DATASET EXCERPTS:

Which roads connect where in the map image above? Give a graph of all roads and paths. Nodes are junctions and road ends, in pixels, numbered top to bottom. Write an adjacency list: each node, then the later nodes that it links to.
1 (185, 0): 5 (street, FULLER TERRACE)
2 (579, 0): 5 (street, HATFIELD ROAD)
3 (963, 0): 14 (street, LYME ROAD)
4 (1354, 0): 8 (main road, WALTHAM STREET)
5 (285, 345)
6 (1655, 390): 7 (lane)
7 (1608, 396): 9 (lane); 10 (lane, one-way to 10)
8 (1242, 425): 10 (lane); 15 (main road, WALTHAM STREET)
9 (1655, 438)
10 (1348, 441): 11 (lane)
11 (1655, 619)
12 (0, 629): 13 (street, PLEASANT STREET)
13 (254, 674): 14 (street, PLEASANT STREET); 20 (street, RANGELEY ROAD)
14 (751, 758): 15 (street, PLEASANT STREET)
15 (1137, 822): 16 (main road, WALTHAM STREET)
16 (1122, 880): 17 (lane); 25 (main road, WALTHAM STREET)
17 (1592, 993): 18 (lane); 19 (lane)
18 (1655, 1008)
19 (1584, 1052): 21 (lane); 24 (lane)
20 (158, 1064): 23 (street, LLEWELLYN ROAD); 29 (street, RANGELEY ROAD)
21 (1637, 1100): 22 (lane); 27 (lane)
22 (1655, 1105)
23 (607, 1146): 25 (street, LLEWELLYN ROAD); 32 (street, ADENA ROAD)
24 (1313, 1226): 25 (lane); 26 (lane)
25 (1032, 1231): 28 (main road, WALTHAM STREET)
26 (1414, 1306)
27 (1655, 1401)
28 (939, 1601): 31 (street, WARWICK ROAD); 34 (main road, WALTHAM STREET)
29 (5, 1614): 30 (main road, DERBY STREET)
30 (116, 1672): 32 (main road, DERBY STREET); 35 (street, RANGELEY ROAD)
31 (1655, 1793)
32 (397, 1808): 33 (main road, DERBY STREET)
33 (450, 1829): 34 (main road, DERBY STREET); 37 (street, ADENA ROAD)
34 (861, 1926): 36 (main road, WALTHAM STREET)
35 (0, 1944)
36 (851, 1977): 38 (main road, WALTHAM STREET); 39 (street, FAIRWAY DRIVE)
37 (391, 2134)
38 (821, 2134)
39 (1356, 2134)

WHAT YOU NEED TO DO: All of the material should be written out again exactly.

TASK RESPONSE:
Which roads connect where in the map image above? Give a graph of all roads and paths. Nodes are junctions and road ends, in pixels, numbered top to bottom. Write an adjacency list: each node, then the later nodes that it links to.
1 (185, 0): 5 (street, FULLER TERRACE)
2 (579, 0): 5 (street, HATFIELD ROAD)
3 (963, 0): 14 (street, LYME ROAD)
4 (1354, 0): 8 (main road, WALTHAM STREET)
5 (285, 345)
6 (1655, 390): 7 (lane)
7 (1608, 396): 9 (lane); 10 (lane, one-way to 10)
8 (1242, 425): 10 (lane); 15 (main road, WALTHAM STREET)
9 (1655, 438)
10 (1348, 441): 11 (lane)
11 (1655, 619)
12 (0, 629): 13 (street, PLEASANT STREET)
13 (254, 674): 14 (street, PLEASANT STREET); 20 (street, RANGELEY ROAD)
14 (751, 758): 15 (street, PLEASANT STREET)
15 (1137, 822): 16 (main road, WALTHAM STREET)
16 (1122, 880): 17 (lane); 25 (main road, WALTHAM STREET)
17 (1592, 993): 18 (lane); 19 (lane)
18 (1655, 1008)
19 (1584, 1052): 21 (lane); 24 (lane)
20 (158, 1064): 23 (street, LLEWELLYN ROAD); 29 (street, RANGELEY ROAD)
21 (1637, 1100): 22 (lane); 27 (lane)
22 (1655, 1105)
23 (607, 1146): 25 (street, LLEWELLYN ROAD); 32 (street, ADENA ROAD)
24 (1313, 1226): 25 (lane); 26 (lane)
25 (1032, 1231): 28 (main road, WALTHAM STREET)
26 (1414, 1306)
27 (1655, 1401)
28 (939, 1601): 31 (street, WARWICK ROAD); 34 (main road, WALTHAM STREET)
29 (5, 1614): 30 (main road, DERBY STREET)
30 (116, 1672): 32 (main road, DERBY STREET); 35 (street, RANGELEY ROAD)
31 (1655, 1793)
32 (397, 1808): 33 (main road, DERBY STREET)
33 (450, 1829): 34 (main road, DERBY STREET); 37 (street, ADENA ROAD)
34 (861, 1926): 36 (main road, WALTHAM STREET)
35 (0, 1944)
36 (851, 1977): 38 (main road, WALTHAM STREET); 39 (street, FAIRWAY DRIVE)
37 (391, 2134)
38 (821, 2134)
39 (1356, 2134)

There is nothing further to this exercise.